London — Almost four years after Britain voted in a public referendum to "Brexit," the U.K. was finally set to leave the European Union on Friday. The historic day has been greeted with some triumphant headlines in Britain, but not everyone was celebrating.

As the U.K. ends its 47-year membership of the union it helped create, CBS News correspondent Mark Phillips said Britain's future remained uncertain.

There were emotional scenes in Brussels this week as members of the EU parliament bid goodbye to their British compatriots by joining hands and singing Auld Lang Syne after the final Brexit vote in the chamber. 

Some of Britain's departing Members of the European Parliament were happier than others.

"I know you want to ban our national flags, but we're going to wave you good-bye," the U.K.'s Nigel Farage gloated. He had made it his life's work to get the United Kingdom out of the EU, and on his last day there he teased the chamber with a small Union Jack flag.

He was immediately chastised by presiding speaker Mairead McGuinness, who told him and other British MEPs to put their flags away, and take them when they left the chamber.

But the long goodbye is not yet over. After a 47-year membership in the European Union, the U.K. will still continue to pay membership dues and follow EU rules for the next year, while a new trade deal is worked out — if it can be in that time.

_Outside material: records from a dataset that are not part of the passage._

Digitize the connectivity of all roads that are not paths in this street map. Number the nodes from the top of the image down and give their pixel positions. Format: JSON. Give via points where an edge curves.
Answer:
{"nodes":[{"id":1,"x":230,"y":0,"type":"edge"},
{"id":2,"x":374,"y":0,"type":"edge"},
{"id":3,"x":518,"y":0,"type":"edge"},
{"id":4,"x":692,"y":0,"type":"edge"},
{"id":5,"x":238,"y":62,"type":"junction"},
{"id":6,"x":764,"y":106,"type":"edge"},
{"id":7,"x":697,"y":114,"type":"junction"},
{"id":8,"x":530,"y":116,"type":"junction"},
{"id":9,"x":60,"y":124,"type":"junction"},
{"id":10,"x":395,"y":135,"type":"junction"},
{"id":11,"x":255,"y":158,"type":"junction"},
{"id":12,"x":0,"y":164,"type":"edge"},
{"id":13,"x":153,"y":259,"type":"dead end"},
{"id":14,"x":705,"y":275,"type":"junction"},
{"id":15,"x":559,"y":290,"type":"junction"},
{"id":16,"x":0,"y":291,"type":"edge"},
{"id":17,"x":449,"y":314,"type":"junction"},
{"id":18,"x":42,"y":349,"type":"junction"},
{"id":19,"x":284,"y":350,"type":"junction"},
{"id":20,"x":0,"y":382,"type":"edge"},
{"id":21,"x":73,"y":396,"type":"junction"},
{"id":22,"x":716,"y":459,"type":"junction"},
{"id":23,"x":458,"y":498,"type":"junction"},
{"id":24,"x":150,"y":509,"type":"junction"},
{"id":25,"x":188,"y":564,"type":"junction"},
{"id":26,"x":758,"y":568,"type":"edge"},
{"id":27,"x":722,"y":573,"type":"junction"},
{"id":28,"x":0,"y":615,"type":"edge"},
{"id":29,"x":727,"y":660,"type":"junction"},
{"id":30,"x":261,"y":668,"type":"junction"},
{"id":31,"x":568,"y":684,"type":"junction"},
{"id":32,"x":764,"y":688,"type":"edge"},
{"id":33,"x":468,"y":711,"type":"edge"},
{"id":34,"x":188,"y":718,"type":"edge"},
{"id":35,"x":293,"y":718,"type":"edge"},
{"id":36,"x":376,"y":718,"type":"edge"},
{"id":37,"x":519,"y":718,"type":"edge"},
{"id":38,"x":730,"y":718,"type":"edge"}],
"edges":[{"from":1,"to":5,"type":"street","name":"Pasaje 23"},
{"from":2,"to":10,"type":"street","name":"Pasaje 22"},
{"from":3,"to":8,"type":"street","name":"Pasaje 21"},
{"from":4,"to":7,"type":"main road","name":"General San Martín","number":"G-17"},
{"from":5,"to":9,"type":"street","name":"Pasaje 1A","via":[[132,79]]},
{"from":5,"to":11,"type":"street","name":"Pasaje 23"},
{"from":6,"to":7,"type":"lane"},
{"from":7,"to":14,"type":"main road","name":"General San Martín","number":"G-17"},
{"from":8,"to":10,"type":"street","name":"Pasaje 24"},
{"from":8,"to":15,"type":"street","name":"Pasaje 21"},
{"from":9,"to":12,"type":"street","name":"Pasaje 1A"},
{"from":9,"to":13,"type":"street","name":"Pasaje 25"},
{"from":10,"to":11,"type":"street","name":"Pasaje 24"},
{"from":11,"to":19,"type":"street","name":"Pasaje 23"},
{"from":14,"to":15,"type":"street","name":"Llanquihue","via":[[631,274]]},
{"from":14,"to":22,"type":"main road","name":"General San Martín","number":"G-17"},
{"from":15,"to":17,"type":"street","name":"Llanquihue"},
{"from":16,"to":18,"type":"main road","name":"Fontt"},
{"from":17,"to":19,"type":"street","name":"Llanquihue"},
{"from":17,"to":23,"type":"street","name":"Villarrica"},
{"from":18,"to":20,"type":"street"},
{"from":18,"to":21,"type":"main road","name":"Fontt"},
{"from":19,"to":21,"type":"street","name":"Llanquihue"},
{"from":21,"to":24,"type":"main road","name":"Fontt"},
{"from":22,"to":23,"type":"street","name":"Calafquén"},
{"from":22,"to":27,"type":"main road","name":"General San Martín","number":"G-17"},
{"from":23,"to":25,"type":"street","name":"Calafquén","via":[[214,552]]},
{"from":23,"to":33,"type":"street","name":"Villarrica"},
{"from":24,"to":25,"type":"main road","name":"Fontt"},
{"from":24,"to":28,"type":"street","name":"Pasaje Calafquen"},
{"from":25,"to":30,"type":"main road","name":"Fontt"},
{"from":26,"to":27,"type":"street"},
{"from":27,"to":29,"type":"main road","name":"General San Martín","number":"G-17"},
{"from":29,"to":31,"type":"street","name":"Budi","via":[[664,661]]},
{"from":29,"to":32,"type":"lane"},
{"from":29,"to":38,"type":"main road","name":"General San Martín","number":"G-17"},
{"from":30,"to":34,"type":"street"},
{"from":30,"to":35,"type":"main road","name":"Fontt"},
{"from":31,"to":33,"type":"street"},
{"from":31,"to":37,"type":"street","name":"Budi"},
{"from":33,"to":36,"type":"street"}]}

Back at 10 Downing Street, Conservative Prime Minister Boris Johnson was surrounded by his children as he promised that Brexit would unleash Britain's potential.

Some, who would likely disagree with Johnson's sentiment, hung a "We love EU" banner on the white cliffs of Dover, facing out across the English Channel in France's direction. 

The U.K.'s membership in the EU is officially set to expire on Friday evening, at 6 p.m. Eastern time.